Book Read Free

American Dream

Page 20

by Jason DeParle


  Turner’s second belief was that work—even tedious, low-wage work—had the power to save the soul. The idea that work would serve as a spiritual balm was one theme among many in the Washington debate; for Turner, it was a matter of lifelong faith. “Work is one’s own gift to others,” he said. “Work fulfills a basic human need.” Without it, people suffer “spiritual harm.” Once they became steady workers, Turner predicted, women like Angie would become happier, more self-fulfilled people, with more orderly homes, inspired children, healthier romantic relationships, and fewer problems with depression or drugs. Fumbling to make his point on television, Turner once exclaimed, “It’s work that sets you free!” not realizing that he was quoting the motto on the gate to Auschwitz. He worked so late, he kept a bedroll in his office and often spent the night on the floor. The notion that, for some people, a job is just a job would not have occurred to him.

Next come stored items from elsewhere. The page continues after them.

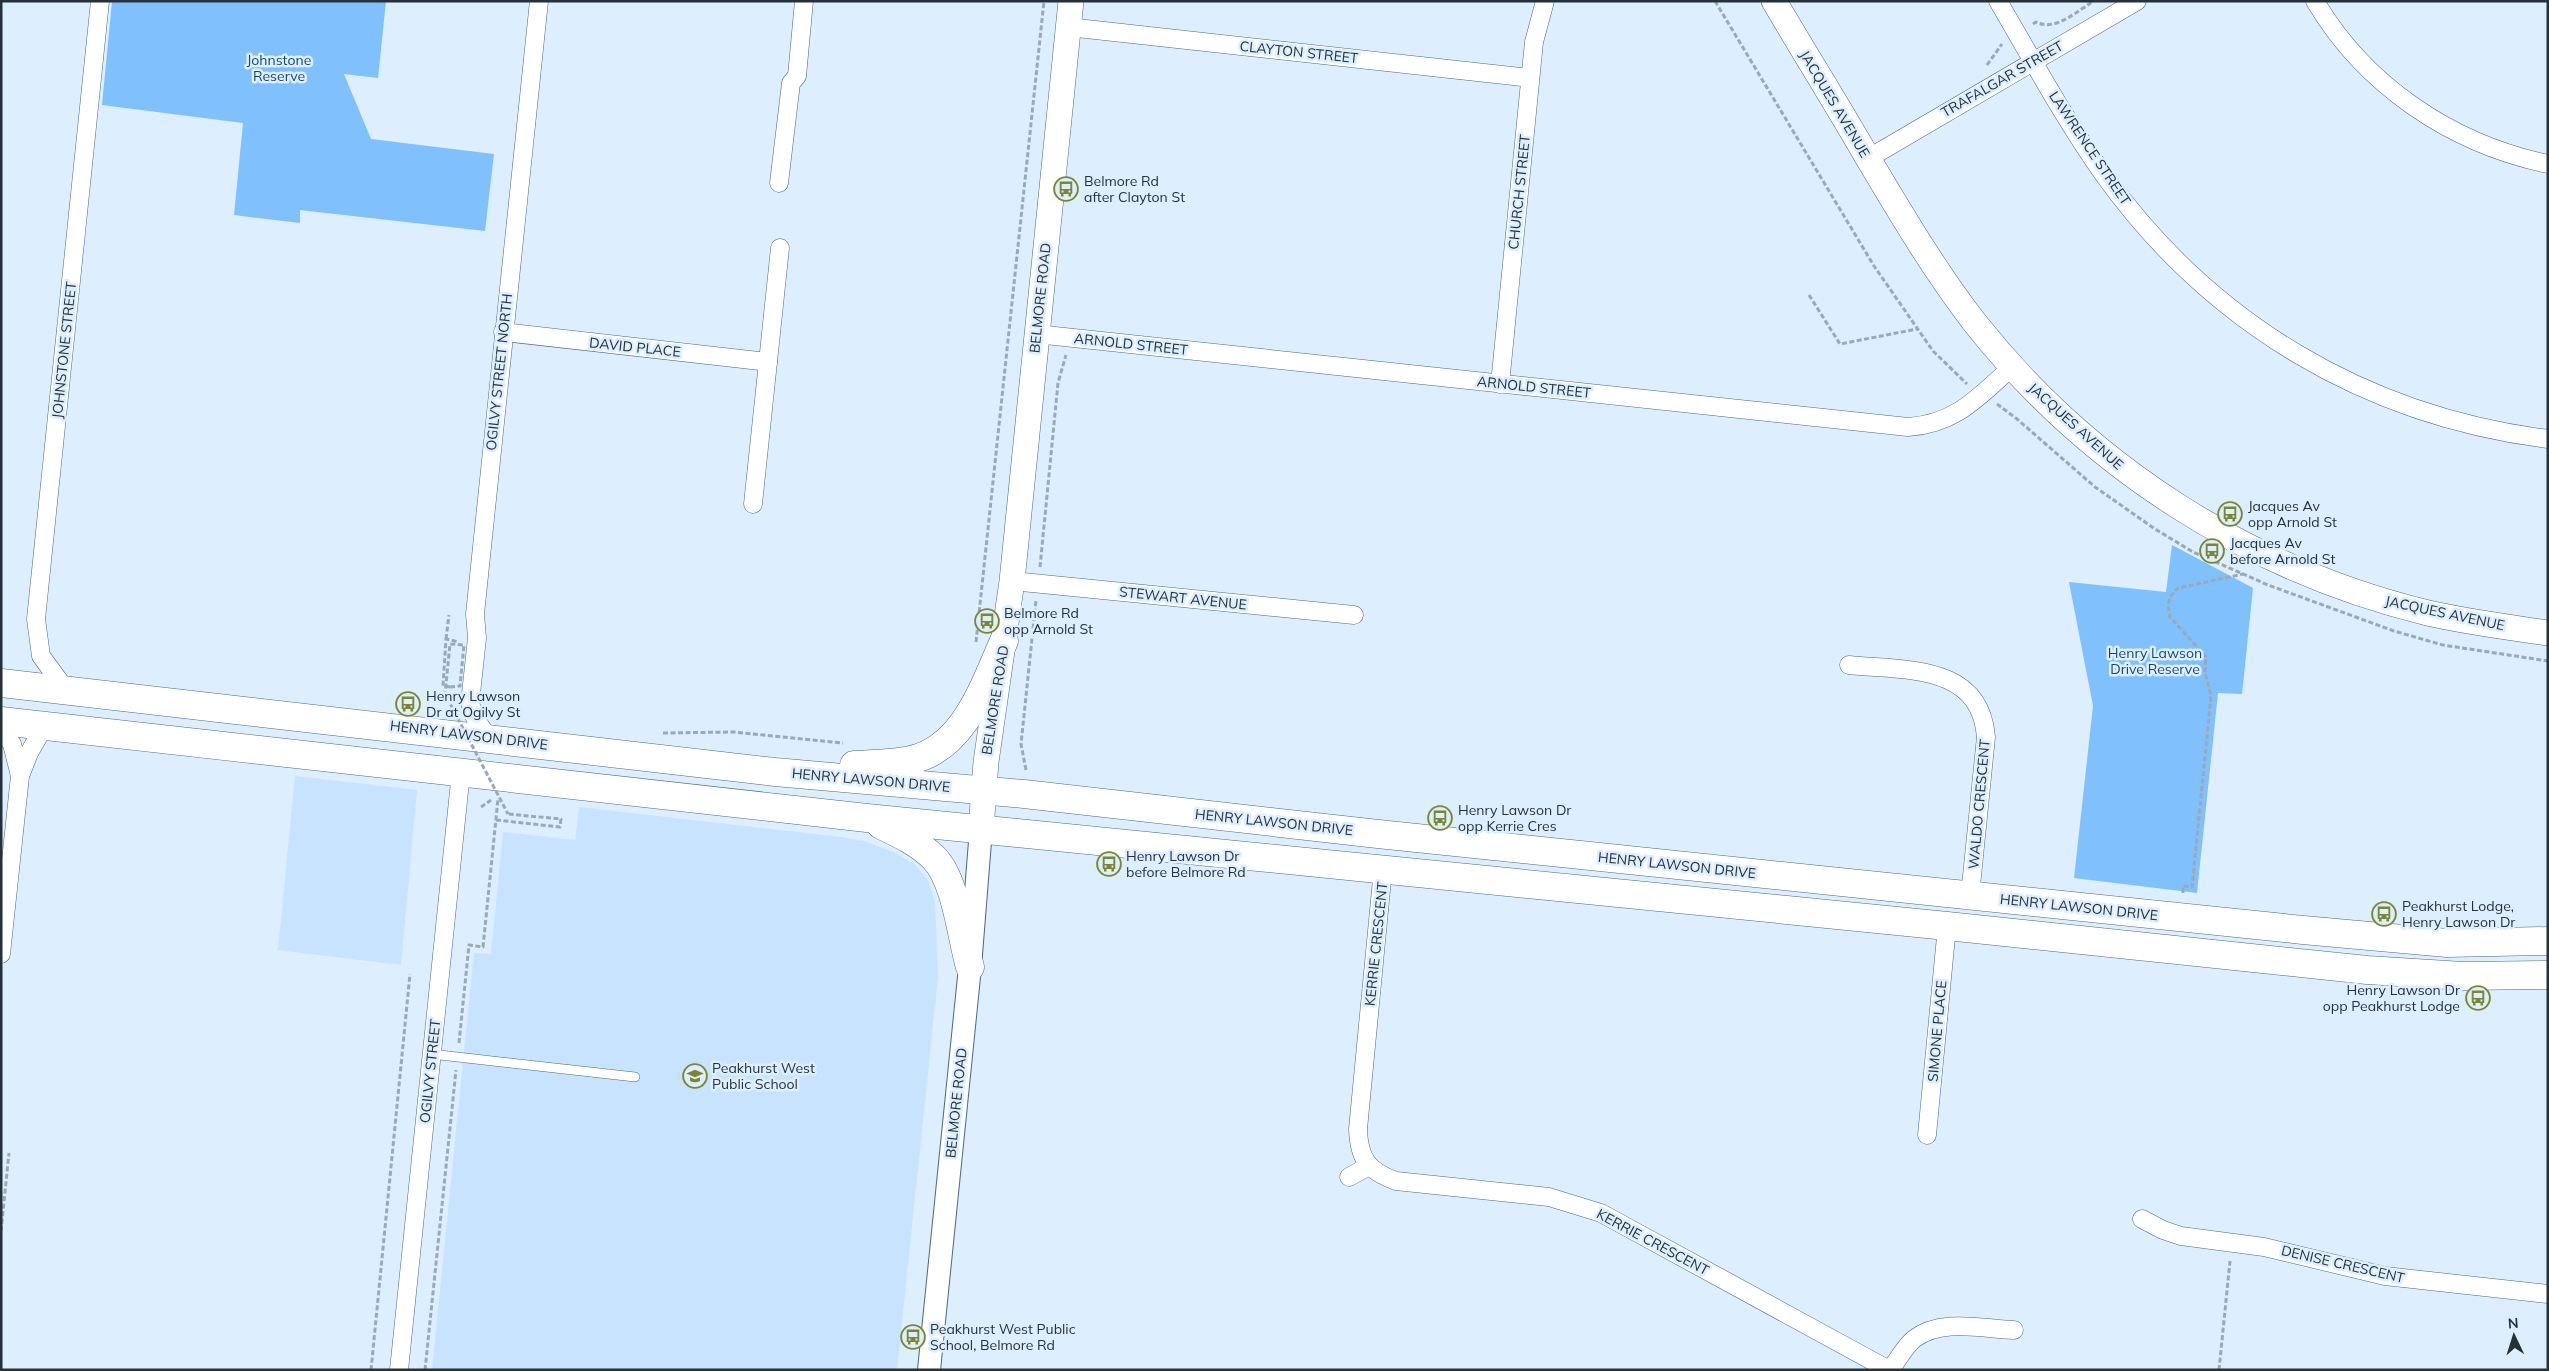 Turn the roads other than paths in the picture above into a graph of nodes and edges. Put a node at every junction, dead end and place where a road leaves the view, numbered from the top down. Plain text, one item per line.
1 (100, 1) edge
2 (539, 1) edge
3 (804, 1) edge
4 (1071, 1) edge
5 (1545, 1) edge
6 (1774, 1) edge
7 (1998, 1) edge
8 (2137, 1) edge
9 (2315, 1) edge
10 (1068, 27) junction
11 (2033, 60) junction
12 (1530, 78) junction
13 (1869, 158) junction
14 (2548, 164) edge
15 (779, 183) dead end
16 (780, 248) dead end
17 (503, 332) junction
18 (1036, 334) junction
19 (768, 362) junction
20 (2012, 367) junction
21 (1500, 384) junction
22 (2548, 440) edge
23 (753, 504) dead end
24 (1012, 581) junction
25 (1354, 615) dead end
26 (2548, 633) edge
27 (1004, 641) junction
28 (1849, 665) dead end
29 (1, 683) edge
30 (66, 690) junction
31 (1, 721) edge
32 (45, 725) junction
33 (1, 729) edge
34 (488, 737) junction
35 (460, 772) junction
36 (775, 772) junction
37 (20, 776) junction
38 (982, 790) junction
39 (867, 818) junction
40 (8, 819) edge
41 (981, 829) junction
42 (1384, 869) junction
43 (1970, 896) junction
44 (1947, 926) junction
45 (2548, 941) edge
46 (1, 954) edge
47 (970, 967) junction
48 (2548, 975) edge
49 (432, 1054) junction
50 (635, 1077) dead end
51 (1927, 1136) dead end
52 (1369, 1166) junction
53 (1349, 1177) dead end
54 (2142, 1219) dead end
55 (2548, 1294) edge
56 (2014, 1330) dead end
57 (399, 1370) edge
58 (929, 1370) edge
59 (1890, 1370) edge

1 - 30 street, JOHNSTONE STREET
2 - 17 street, OGILVY STREET NORTH
3 - 15 street
4 - 10 main road, BELMORE ROAD
5 - 12 street, CHURCH STREET
6 - 13 main road, JACQUES AVENUE
7 - 11 street, LAWRENCE STREET
8 - 11 street, TRAFALGAR STREET
9 - 14 street
10 - 12 street, CLAYTON STREET
10 - 18 main road, BELMORE ROAD
11 - 13 street, TRAFALGAR STREET
11 - 22 street, LAWRENCE STREET
12 - 21 street, CHURCH STREET
13 - 20 main road, JACQUES AVENUE
16 - 19 street
17 - 19 street, DAVID PLACE
17 - 34 street, OGILVY STREET NORTH
18 - 21 street, ARNOLD STREET
18 - 24 main road, BELMORE ROAD
19 - 23 street
20 - 21 street, ARNOLD STREET
20 - 26 main road, JACQUES AVENUE
24 - 25 street, STEWART AVENUE
24 - 27 main road, BELMORE ROAD
27 - 36 main road
27 - 38 main road, BELMORE ROAD
28 - 43 street, WALDO CRESCENT
29 - 30 main road, HENRY LAWSON DRIVE
30 - 34 main road, HENRY LAWSON DRIVE
31 - 32 main road
32 - 35 main road
32 - 37 street
33 - 37 street
34 - 36 main road, HENRY LAWSON DRIVE
35 - 39 main road
35 - 49 street, OGILVY STREET
36 - 38 main road, HENRY LAWSON DRIVE
37 - 40 street
38 - 41 main road, BELMORE ROAD
38 - 43 main road, HENRY LAWSON DRIVE
39 - 41 main road
39 - 47 main road
40 - 46 street
41 - 42 main road
41 - 47 street, BELMORE ROAD
42 - 44 main road
42 - 52 street, KERRIE CRESCENT
43 - 45 main road, HENRY LAWSON DRIVE
44 - 48 main road
44 - 51 street, SIMONE PLACE
47 - 58 street, BELMORE ROAD
49 - 50 lane
49 - 57 street, OGILVY STREET
52 - 53 street
52 - 59 street, KERRIE CRESCENT
54 - 55 street, DENISE CRESCENT
56 - 59 street, KERRIE CRESCENT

  Turner’s fascination with welfare began in a place where it didn’t exist—the leafy precincts of Darien, Connecticut, where he grew up as the son of an advertising executive. Twelve years old in 1965, Turner was thumbing through U.S. News & World Report when he spotted an article on the welfare explosion. The news left him unsettled. “It hadn’t occurred to me that there were whole classes of people who didn’t work and who basically existed on government charity,” he said. What if everyone tried that? Part of what fueled Turner’s shock was his reverence for his grandfather, John Tufel, an orphan who had worked his way out of poverty and into a job as a Wall Street bond salesman; when he lost it in the Depression, he put on his suit and sold brushes door-to-door. In the moral universe of Turner’s youth, nonwork was just a nonoption. While prep-school friends sat in class doodling football plays, Turner sketched workfare plans, blueprints of factories where welfare recipients would run the assembly lines. By his undergraduate years at Columbia University, he was sending them off to President Ford, hoping an over-the-transom plan to rescue the underclass might galvanize interest at the top. “One of the things that sustained me was I believed I had a solution: ‘Hey guys, this is it!’ ”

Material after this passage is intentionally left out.